Your instructions → Below are entries; work out how many of their lines hold "Shwepyisoe", giving only that number.

Extracted information →
__________
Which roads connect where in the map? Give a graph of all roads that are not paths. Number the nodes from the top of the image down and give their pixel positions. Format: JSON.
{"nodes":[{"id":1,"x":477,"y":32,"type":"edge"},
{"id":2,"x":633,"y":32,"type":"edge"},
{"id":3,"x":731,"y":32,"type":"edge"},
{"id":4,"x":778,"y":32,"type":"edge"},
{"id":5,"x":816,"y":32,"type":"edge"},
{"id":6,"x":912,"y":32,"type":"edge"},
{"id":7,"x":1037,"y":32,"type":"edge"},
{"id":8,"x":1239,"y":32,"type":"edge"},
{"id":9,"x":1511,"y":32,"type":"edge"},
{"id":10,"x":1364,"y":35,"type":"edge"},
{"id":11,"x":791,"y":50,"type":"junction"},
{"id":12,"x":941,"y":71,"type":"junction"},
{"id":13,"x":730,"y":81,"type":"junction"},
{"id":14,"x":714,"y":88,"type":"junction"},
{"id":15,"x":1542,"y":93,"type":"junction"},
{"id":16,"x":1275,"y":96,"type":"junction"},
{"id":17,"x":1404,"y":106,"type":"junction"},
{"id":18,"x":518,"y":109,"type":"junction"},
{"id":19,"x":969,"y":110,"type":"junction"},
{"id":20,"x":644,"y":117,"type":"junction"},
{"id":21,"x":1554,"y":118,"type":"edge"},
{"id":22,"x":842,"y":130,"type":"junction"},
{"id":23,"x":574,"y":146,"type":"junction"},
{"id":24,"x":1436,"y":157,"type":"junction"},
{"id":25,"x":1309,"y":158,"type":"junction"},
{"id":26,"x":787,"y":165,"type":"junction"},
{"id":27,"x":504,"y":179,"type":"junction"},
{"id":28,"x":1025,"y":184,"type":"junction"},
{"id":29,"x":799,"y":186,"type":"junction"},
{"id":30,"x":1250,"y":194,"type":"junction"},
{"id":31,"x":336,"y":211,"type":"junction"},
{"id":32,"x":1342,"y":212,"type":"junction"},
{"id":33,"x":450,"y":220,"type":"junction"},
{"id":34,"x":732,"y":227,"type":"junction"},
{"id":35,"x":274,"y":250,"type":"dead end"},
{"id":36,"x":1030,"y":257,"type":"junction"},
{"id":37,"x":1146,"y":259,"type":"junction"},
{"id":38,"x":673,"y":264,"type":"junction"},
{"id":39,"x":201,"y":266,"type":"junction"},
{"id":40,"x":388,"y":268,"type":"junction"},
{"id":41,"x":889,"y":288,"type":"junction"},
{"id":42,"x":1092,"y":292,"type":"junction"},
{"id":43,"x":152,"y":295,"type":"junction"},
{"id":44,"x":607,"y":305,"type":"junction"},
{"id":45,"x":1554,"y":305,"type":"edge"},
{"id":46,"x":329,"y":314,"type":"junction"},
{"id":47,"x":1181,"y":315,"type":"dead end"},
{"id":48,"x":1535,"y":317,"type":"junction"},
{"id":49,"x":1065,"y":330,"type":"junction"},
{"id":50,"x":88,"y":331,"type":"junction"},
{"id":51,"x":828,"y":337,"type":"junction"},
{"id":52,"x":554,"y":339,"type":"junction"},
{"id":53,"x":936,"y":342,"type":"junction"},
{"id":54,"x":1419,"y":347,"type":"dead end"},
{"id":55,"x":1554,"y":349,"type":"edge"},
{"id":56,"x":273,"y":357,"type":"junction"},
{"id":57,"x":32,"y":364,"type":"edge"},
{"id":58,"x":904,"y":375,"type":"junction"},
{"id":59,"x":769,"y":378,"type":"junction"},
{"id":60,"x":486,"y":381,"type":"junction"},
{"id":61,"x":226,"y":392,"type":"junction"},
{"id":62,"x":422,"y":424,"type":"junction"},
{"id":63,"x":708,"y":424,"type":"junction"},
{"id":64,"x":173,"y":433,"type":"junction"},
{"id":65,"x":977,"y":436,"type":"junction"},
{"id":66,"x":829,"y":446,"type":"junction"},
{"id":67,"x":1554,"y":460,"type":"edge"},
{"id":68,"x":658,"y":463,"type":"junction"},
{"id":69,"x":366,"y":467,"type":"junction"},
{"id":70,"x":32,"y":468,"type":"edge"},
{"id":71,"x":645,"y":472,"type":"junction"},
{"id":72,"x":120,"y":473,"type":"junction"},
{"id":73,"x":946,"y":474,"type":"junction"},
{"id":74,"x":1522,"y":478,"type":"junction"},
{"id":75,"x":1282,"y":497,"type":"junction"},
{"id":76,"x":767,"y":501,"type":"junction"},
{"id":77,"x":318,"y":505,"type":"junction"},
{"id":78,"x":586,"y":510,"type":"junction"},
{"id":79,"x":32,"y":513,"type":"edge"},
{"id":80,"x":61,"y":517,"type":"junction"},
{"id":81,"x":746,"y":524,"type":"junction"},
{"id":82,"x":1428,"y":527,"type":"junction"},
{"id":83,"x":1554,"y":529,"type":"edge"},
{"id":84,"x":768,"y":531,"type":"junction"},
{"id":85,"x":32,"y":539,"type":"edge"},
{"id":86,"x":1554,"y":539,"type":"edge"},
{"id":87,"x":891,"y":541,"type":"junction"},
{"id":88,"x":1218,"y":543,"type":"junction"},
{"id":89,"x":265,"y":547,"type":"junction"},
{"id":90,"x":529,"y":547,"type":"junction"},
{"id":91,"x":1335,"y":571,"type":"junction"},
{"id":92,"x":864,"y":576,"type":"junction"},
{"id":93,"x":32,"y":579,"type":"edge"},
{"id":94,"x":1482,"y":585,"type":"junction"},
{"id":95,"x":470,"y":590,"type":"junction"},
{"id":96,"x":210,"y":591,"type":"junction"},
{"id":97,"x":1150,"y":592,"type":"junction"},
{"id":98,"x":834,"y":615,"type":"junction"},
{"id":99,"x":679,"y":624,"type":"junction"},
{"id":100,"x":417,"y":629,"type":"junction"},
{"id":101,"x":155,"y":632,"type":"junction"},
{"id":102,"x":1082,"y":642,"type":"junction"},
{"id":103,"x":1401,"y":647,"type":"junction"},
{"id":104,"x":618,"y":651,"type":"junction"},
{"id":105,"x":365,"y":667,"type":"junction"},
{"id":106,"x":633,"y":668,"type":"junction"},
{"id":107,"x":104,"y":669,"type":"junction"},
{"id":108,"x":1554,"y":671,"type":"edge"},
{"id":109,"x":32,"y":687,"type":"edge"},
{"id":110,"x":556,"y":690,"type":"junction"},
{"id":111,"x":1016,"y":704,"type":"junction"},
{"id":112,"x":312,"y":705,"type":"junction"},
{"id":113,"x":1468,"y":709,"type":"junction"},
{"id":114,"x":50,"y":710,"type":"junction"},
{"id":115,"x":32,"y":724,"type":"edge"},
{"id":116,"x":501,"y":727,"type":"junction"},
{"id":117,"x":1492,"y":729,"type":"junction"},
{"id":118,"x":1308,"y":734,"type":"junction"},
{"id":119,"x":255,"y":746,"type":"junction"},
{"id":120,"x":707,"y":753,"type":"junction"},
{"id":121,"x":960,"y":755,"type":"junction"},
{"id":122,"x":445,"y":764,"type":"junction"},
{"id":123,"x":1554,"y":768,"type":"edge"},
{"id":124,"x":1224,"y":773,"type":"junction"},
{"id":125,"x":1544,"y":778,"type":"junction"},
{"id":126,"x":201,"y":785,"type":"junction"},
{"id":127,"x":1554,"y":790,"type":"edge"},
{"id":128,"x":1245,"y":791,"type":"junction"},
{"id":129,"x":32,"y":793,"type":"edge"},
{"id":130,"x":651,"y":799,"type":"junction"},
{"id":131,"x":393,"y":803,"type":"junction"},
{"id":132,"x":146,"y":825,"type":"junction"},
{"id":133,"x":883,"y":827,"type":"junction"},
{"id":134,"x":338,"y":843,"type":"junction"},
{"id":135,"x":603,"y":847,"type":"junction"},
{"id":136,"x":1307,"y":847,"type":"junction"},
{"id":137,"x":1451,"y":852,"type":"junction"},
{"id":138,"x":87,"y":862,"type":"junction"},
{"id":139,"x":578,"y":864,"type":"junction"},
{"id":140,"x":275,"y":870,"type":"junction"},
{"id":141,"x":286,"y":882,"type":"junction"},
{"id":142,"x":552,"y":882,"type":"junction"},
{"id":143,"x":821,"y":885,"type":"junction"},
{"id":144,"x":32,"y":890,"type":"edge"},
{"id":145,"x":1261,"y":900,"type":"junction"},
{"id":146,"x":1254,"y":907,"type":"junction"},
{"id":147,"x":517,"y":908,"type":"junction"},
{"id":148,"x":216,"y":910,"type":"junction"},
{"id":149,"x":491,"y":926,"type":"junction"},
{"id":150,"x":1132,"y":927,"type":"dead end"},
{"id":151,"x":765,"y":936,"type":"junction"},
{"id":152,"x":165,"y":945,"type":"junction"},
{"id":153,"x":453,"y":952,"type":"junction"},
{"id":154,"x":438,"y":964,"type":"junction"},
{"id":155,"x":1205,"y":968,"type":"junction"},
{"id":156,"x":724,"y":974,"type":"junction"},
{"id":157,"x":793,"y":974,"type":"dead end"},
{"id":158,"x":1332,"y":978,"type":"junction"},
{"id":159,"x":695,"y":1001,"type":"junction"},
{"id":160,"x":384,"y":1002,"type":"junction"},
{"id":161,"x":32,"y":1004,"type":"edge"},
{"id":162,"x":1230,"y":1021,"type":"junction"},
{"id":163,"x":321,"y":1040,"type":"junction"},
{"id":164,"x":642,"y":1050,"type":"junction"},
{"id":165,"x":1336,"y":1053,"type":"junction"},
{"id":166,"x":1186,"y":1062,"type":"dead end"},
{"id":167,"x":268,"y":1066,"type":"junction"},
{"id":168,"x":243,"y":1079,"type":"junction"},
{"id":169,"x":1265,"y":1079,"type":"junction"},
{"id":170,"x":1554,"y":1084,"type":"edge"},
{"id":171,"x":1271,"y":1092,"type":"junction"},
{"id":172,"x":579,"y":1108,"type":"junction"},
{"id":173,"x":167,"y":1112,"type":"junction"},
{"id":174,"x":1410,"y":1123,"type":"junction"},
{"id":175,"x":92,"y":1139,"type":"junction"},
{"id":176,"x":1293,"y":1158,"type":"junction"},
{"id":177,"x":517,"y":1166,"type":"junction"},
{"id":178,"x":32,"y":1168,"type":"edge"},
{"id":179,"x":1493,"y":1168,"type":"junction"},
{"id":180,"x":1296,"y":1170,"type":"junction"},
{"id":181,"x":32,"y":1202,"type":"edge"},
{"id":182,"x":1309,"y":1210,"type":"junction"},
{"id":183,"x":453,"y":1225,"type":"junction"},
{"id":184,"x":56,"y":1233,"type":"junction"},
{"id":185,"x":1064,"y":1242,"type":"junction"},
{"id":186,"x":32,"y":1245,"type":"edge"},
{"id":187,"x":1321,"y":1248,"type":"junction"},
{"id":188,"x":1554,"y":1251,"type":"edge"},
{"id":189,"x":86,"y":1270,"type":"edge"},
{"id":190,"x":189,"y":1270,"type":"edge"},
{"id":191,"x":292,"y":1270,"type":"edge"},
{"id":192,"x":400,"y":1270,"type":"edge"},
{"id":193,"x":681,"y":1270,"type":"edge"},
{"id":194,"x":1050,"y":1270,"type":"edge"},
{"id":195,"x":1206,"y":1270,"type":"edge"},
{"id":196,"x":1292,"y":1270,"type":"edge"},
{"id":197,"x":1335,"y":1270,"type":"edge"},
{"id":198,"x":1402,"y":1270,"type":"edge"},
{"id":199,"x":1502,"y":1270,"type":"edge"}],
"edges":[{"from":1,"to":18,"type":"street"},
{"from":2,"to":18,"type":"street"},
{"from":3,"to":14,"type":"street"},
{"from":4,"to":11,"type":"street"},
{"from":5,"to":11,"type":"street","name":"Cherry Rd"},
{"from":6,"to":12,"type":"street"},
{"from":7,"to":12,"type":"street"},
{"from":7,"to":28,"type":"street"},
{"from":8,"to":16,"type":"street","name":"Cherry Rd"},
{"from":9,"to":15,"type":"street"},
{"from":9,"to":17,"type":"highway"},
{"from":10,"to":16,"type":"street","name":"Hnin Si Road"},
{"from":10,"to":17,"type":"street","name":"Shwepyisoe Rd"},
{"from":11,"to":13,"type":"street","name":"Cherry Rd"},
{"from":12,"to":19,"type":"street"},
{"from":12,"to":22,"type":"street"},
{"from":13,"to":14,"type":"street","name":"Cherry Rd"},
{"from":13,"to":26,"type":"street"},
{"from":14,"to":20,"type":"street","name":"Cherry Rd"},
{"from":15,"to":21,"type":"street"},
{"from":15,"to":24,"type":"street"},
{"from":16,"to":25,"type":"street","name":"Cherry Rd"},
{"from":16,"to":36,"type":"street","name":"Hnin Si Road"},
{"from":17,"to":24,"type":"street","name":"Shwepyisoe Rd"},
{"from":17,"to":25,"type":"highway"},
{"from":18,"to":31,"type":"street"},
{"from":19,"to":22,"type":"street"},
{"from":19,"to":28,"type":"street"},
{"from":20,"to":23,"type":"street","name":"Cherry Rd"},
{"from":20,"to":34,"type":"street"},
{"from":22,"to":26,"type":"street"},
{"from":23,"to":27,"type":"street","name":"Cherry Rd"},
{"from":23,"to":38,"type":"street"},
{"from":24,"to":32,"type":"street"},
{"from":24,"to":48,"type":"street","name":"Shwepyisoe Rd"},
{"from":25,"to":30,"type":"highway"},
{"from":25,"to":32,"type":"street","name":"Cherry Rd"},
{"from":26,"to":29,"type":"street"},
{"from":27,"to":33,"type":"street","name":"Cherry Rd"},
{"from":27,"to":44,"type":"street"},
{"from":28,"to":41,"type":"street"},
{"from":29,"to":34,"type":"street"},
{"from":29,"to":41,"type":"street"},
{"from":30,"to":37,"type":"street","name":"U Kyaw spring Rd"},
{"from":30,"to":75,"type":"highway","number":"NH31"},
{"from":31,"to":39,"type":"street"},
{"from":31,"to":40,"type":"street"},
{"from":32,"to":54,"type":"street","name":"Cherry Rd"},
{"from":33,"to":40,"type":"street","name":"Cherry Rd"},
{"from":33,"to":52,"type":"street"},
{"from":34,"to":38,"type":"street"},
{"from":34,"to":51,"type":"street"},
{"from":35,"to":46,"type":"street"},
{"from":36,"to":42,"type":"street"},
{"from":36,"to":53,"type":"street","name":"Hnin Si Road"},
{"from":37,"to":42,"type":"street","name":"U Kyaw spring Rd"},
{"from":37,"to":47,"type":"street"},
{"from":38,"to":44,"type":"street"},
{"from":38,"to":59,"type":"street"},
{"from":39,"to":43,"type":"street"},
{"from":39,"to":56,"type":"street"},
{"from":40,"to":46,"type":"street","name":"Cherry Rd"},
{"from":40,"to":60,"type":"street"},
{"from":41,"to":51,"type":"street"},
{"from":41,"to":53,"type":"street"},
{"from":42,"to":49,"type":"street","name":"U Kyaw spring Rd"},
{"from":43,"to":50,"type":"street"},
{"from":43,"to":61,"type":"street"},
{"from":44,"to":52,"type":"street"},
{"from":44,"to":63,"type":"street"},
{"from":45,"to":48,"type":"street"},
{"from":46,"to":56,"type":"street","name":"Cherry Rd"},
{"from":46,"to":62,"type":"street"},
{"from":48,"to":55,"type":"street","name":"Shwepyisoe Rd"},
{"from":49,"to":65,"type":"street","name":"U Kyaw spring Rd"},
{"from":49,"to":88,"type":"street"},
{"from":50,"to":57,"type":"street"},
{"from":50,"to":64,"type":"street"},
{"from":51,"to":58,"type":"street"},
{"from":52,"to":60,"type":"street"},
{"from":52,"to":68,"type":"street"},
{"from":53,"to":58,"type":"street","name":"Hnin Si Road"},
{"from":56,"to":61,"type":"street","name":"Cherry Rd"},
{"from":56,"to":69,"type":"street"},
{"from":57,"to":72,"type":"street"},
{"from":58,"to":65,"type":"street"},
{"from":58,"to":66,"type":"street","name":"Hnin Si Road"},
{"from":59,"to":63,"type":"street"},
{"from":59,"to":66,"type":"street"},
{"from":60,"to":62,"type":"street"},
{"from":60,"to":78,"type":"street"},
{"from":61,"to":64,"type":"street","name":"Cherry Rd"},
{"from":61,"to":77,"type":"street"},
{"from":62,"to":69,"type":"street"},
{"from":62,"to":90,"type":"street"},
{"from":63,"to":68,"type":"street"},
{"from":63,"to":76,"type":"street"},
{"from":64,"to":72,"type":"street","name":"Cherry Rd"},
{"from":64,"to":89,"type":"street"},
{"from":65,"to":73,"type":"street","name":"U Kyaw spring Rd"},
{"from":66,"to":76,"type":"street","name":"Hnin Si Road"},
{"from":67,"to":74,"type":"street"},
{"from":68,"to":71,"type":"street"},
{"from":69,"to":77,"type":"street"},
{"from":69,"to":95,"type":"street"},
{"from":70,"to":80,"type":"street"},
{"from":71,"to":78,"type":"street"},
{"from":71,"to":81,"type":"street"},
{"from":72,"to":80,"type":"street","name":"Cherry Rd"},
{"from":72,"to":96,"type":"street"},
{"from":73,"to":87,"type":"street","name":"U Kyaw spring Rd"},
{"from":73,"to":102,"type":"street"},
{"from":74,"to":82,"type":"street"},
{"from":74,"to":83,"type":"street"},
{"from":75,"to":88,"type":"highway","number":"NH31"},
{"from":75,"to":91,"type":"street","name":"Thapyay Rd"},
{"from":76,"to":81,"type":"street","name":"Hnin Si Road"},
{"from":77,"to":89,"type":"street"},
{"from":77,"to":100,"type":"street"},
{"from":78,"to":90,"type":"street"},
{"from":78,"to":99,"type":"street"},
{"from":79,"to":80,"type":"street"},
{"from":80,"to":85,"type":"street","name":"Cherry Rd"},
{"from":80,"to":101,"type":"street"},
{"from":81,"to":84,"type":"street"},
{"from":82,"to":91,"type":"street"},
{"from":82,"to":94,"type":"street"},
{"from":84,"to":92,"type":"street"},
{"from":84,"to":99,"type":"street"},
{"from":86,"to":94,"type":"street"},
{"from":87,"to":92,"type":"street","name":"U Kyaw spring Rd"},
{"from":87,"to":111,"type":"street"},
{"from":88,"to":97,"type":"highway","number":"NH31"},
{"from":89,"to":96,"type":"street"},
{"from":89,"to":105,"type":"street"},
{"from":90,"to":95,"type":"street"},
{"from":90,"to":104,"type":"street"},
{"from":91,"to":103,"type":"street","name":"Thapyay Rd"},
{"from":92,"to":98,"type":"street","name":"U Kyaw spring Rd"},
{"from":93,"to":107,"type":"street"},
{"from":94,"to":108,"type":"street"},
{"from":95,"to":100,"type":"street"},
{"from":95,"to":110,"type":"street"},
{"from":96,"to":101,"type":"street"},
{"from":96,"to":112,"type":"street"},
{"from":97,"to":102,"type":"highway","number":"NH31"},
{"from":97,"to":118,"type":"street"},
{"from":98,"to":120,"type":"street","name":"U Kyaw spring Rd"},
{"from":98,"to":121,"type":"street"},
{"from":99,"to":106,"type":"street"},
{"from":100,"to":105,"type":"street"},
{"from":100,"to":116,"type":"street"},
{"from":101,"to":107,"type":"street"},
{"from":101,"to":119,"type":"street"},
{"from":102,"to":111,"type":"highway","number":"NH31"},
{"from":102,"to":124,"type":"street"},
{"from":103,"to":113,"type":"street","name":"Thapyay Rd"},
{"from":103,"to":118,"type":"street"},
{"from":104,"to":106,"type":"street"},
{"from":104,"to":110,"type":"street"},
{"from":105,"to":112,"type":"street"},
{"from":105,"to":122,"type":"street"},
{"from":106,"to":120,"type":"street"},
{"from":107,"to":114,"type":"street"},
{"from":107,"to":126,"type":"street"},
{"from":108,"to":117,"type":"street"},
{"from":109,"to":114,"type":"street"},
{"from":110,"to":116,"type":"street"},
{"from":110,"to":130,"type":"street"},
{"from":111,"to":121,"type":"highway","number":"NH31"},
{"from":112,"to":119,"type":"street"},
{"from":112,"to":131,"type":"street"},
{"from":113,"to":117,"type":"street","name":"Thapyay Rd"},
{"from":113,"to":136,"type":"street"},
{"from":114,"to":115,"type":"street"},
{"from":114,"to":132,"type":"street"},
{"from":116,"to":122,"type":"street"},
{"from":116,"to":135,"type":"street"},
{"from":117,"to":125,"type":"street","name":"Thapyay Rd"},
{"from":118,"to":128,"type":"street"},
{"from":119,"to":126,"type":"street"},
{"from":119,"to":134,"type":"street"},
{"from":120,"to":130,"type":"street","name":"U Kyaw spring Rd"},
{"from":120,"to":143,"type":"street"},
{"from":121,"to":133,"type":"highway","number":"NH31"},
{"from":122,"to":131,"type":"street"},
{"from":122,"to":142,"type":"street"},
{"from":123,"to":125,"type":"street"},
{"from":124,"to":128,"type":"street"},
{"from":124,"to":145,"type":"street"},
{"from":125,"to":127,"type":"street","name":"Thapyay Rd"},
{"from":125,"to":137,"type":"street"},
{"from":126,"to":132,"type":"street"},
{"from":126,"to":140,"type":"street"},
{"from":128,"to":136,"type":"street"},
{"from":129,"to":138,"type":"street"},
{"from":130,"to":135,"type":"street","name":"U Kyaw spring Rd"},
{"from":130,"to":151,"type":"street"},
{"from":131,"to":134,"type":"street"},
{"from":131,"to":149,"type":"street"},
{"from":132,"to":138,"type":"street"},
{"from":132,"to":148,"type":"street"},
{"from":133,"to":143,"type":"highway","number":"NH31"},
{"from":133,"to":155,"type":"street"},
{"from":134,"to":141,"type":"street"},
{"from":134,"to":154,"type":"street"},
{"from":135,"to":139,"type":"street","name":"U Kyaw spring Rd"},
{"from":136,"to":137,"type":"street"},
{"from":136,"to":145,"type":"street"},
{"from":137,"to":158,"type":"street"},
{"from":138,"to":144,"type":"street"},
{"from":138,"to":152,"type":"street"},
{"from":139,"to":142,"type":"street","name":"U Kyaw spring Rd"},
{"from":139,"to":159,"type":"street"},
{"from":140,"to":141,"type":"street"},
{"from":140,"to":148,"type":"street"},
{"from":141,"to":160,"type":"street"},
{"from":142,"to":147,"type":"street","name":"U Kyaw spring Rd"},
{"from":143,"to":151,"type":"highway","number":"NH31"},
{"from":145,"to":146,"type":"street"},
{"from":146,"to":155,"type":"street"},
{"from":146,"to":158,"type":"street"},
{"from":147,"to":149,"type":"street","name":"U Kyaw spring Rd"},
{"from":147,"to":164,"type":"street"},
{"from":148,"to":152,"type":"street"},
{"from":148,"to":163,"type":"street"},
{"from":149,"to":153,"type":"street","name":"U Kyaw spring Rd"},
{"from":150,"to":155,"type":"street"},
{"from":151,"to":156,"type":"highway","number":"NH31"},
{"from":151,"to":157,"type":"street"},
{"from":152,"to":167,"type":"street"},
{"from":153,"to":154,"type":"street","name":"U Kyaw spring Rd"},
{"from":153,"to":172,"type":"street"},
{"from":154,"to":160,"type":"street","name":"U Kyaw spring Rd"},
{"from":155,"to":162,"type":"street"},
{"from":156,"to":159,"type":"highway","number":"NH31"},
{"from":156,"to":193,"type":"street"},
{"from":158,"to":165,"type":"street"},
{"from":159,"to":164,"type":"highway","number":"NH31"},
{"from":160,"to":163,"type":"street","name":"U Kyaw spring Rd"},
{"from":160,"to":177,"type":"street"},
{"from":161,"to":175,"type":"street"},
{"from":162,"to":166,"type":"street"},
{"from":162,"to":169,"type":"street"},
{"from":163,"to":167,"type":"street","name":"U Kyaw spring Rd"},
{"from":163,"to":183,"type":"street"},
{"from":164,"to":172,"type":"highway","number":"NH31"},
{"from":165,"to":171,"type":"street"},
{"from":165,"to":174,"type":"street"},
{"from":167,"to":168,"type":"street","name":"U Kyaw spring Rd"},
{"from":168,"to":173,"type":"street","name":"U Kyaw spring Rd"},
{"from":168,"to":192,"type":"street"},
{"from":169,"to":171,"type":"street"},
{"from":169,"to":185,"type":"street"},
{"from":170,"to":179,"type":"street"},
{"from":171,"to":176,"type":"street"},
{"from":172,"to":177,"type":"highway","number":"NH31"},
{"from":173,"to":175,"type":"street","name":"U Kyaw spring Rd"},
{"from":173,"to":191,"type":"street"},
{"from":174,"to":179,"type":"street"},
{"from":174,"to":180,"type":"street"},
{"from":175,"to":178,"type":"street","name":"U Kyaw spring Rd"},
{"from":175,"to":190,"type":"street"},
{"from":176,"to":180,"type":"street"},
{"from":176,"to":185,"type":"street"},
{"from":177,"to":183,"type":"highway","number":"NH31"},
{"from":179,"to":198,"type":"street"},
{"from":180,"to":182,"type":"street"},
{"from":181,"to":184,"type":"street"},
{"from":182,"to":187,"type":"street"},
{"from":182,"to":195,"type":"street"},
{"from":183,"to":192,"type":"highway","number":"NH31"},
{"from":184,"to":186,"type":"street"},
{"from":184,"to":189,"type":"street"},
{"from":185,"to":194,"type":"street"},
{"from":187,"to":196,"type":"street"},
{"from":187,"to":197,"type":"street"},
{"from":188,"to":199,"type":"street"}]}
__________
Answer to the exercise → 4